Keegan McBride, an adjunct senior fellow at the Center for a New American Security and a lecturer at the Oxford Internet Institute, told The Daily Upside that as states figure out what kind of leash they want to put on AI software, they’re also frantically competing for the industry’s favor:

  • McBride said as states’ public sectors become increasingly digitized — and thereby more dependent on private American companies — the handiest part-way solution is to build data centers on their own turf, where they can exercise a degree of control. “You’re going to see states competing to have data centers within their territories, competing for investments, you’re going to see them engaged in regulatory innovation,” he said.
  • Ultimately, McBride thinks the math doesn’t really really add up. “France has tried to build a sovereign cloud in the past that didn’t work. The economies of scale just don’t match up,” he said.

Crucially, the US is home to the world’s “hyperscalers” — i.e., companies that can build out cloud infrastructure — a market that more or less shakes out as just Amazon, Microsoft, and Google.

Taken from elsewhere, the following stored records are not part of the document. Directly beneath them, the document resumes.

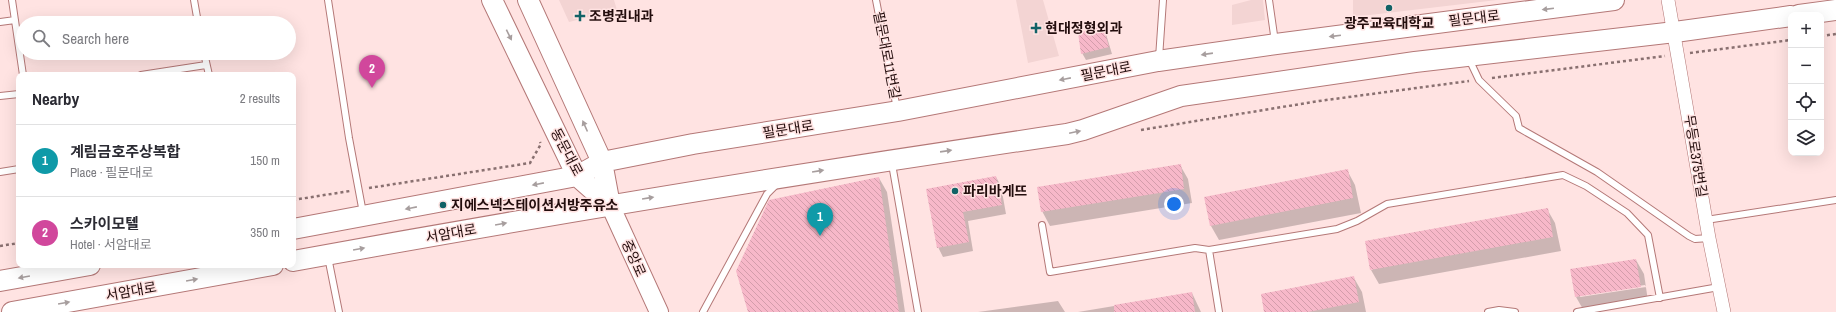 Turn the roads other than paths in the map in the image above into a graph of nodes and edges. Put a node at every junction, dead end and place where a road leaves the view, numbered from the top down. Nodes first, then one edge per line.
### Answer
1 (12, 0) edge
2 (194, 0) edge
3 (328, 0) edge
4 (492, 0) edge
5 (528, 0) edge
6 (876, 0) edge
7 (1163, 0) edge
8 (1269, 0) edge
9 (1614, 0) edge
10 (1668, 0) edge
11 (1836, 10) edge
12 (1821, 12) edge
13 (197, 16) edge
14 (1788, 16) edge
15 (14, 20) junction
16 (0, 22) edge
17 (16, 32) edge
18 (1675, 32) junction
19 (1276, 44) junction
20 (1467, 55) junction
21 (21, 60) edge
22 (205, 60) edge
23 (1158, 61) junction
24 (206, 65) junction
25 (23, 72) edge
26 (160, 72) edge
27 (207, 72) edge
28 (16, 94) edge
29 (0, 96) edge
30 (898, 111) junction
31 (891, 160) junction
32 (602, 162) junction
33 (16, 170) edge
34 (0, 172) edge
35 (577, 176) junction
36 (785, 176) junction
37 (1836, 200) edge
38 (610, 205) junction
39 (364, 216) junction
40 (1706, 220) junction
41 (1042, 225) dead end
42 (296, 228) edge
43 (1709, 238) junction
44 (1209, 250) junction
45 (327, 255) junction
46 (296, 260) edge
47 (51, 268) edge
48 (256, 268) edge
49 (0, 281) edge
50 (1719, 287) junction
51 (1660, 298) junction
52 (12, 312) edge
53 (339, 312) edge
54 (659, 312) edge
55 (703, 312) edge
56 (918, 312) edge
57 (1219, 312) edge
58 (1488, 312) edge
59 (1515, 312) edge
60 (1577, 312) edge
61 (1724, 312) edge

1 - 15 lane
2 - 13 lane
3 - 39 lane
4 -> 35 main road, 동문대로
32 -> 5 main road, 동문대로
6 - 30 lane, 필문대로11번길
7 - 23 lane
8 - 19 lane
9 -> 19 main road, 필문대로
10 - 18 street, 무등로375번길
11 - 12 main road
14 - 18 main road
15 - 16 lane
15 - 17 lane
18 - 20 main road
18 - 40 street, 무등로375번길
19 -> 23 main road, 필문대로
31 -> 20 main road
20 - 43 lane
21 - 25 lane
22 - 24 lane
23 -> 30 main road, 필문대로
24 - 26 lane
24 - 27 lane
28 - 29 lane
30 - 32 main road, 필문대로
36 -> 31 main road
31 - 56 lane
32 - 35 main road
32 - 38 main road, 동문대로
33 - 34 lane
35 - 38 main road, 동문대로
35 -> 39 main road
38 -> 36 main road
36 - 55 lane
37 - 40 lane
45 -> 38 main road, 서암대로
38 - 54 main road, 중앙로
39 - 42 main road
40 - 43 street, 무등로375번길
41 - 44 lane
43 - 50 street, 무등로375번길
44 - 51 lane
44 - 57 lane
45 - 46 main road, 서암대로
45 - 53 lane
47 -> 49 main road
52 -> 48 main road, 서암대로
50 - 51 lane
50 - 61 street, 무등로375번길
51 - 60 lane
58 - 59 lane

Taking Sides: In a December 2023 report, Goldman Sachs identified the “geopolitical swing states” for AI development as the UK, the UAE, Israel, Japan, the Netherlands, South Korea, Taiwan, and India. Goldman theorized these states may make alliances with “more powerful states” (read: the US and China) to further their own AI advancement. Right now the US has a head start, with Chinese tech giants like Huawei hampered by US trade restrictions on semiconductors, per The Information.